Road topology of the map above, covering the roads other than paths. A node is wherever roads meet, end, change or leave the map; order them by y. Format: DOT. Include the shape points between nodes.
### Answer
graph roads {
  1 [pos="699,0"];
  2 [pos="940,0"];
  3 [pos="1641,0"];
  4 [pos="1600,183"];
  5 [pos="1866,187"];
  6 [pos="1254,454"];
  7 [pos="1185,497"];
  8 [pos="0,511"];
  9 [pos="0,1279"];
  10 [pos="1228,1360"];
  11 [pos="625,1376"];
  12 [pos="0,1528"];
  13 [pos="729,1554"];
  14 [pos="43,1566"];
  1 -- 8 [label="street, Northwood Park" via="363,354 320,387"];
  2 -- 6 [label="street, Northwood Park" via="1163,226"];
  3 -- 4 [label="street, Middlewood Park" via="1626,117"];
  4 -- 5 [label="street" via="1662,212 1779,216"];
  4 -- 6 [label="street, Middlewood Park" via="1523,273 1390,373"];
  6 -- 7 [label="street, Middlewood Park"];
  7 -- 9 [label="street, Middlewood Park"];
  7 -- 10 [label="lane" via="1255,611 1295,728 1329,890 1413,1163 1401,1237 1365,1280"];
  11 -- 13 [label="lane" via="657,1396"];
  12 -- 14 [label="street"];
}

========================

Return the entries above exactly, each one complete.

◆ **RESULT OF THIS TASK**:
Road topology of the map above, covering the roads other than paths. A node is wherever roads meet, end, change or leave the map; order them by y. Format: DOT. Include the shape points between nodes.
### Answer
graph roads {
  1 [pos="699,0"];
  2 [pos="940,0"];
  3 [pos="1641,0"];
  4 [pos="1600,183"];
  5 [pos="1866,187"];
  6 [pos="1254,454"];
  7 [pos="1185,497"];
  8 [pos="0,511"];
  9 [pos="0,1279"];
  10 [pos="1228,1360"];
  11 [pos="625,1376"];
  12 [pos="0,1528"];
  13 [pos="729,1554"];
  14 [pos="43,1566"];
  1 -- 8 [label="street, Northwood Park" via="363,354 320,387"];
  2 -- 6 [label="street, Northwood Park" via="1163,226"];
  3 -- 4 [label="street, Middlewood Park" via="1626,117"];
  4 -- 5 [label="street" via="1662,212 1779,216"];
  4 -- 6 [label="street, Middlewood Park" via="1523,273 1390,373"];
  6 -- 7 [label="street, Middlewood Park"];
  7 -- 9 [label="street, Middlewood Park"];
  7 -- 10 [label="lane" via="1255,611 1295,728 1329,890 1413,1163 1401,1237 1365,1280"];
  11 -- 13 [label="lane" via="657,1396"];
  12 -- 14 [label="street"];
}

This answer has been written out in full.